As they say, the best defense begins with the best offense. In this case, the best offense is dynamic threat detection that includes the following strategies:
1. Continuous monitoring
Immediate and evolving threats call for constant vigilance, not just a traditional point-in-time check-in every few months. Attackers can strike at any time, making continuous monitoring of your potential attack surface a must.
Bitsight for Security Performance Management continuously monitors the status of your network and provides real-time feedback based on detailed attack surface analytics. You’ll immediately be alerted to vulnerabilities and potential anomalies across your entire network environment––on-premises, in the cloud, and remote offices.
Continuous monitoring is especially important as your application ecosystem expands and grows. As more applications are added, it’ll become increasingly difficult to keep track of risk. With continuous monitoring, you can constantly expose and identify areas of risk that bad actors look to exploit.
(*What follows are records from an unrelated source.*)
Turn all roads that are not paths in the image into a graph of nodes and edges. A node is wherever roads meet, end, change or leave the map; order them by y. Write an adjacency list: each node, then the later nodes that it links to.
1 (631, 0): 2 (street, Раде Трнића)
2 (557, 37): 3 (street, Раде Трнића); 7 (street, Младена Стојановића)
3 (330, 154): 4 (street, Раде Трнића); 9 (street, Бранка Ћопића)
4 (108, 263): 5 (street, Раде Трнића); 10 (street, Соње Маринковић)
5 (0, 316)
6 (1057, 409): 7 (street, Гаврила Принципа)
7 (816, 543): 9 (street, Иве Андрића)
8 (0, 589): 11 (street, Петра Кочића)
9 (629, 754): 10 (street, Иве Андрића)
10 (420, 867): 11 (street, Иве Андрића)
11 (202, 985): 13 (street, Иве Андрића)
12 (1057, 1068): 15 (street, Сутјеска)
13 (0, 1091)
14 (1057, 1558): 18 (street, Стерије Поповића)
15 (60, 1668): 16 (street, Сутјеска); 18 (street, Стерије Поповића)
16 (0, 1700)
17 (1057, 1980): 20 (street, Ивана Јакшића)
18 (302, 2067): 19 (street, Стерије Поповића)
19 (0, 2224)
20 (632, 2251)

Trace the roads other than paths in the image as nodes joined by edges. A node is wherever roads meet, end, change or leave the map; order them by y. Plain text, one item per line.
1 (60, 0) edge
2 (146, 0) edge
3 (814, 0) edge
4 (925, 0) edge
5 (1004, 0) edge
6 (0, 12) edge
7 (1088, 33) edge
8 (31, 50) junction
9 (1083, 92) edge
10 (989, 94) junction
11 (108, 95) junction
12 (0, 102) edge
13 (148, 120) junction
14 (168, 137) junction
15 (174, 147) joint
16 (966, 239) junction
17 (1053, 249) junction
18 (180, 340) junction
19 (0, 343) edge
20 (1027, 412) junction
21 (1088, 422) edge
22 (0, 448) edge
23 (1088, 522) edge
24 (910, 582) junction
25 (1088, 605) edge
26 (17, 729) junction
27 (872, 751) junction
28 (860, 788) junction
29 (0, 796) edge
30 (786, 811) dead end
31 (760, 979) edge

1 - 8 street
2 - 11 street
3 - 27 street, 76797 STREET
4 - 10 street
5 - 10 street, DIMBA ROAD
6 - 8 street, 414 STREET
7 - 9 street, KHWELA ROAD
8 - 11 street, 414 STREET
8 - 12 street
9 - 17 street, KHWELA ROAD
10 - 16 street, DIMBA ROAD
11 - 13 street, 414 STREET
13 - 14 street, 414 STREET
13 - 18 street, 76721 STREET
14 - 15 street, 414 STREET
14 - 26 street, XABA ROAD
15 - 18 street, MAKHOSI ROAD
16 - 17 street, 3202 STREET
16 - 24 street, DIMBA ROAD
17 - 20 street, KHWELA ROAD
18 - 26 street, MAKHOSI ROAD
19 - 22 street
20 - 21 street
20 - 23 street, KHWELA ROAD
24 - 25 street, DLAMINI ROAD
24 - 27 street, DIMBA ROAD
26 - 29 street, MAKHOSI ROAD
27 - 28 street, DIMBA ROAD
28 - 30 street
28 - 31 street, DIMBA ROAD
Once you’ve implemented continuous monitoring, strive to improve your cybersecurity posture over time. Future improvements can be gained through analytics that explore how your organization is doing in comparison with peers, known vulnerabilities in your supply chain, user behaviors, and other factors.
Bitsight Security Ratings uses these and other analytics to assess the current state of your organization’s cybersecurity efforts. With a simple numerical score, you can get an accurate representation of how well (or not) you’re able to withstand a potential attack. Improvements can be made based on the analysis, leading to higher scores over time. A higher score means a more secure environment.
You can also use security ratings to assess your vendors’ security postures, so you can protect yourself from third-party threats. A rating can help you determine which vendors to use, as well as understand when a vendor is falling behind on their security measures or when a partner is doing a particularly good job with cyber risk management.
3. Risk Prioritization
Not all risks are created equal, and some vulnerabilities are potentially more dangerous than others. This is especially true when considering third-party supply chain risk. A vendor with access to confidential data, such as company payroll data, is more of a risk than a vendor with no access to personally identifiable information.
Security ratings can help you prioritize your vendors so you can allocate resources to the ones that need the most attention. Cross-referencing a vendor’s security rating with other critical data points––for example, their proximity to sensitive data, or the amount of work they do for your organization––you can get a better sense of which vendors pose the greatest threat.
Knowledge is protection
We’ve all heard the saying “knowledge is power,” but in the case of threat detection, knowledge is both power and protection. The more you know about what’s going on––with your network, your third-party vendors’, and other factors––the better the chances you’ll be able to protect yourself from cybersecurity threats and vulnerabilities.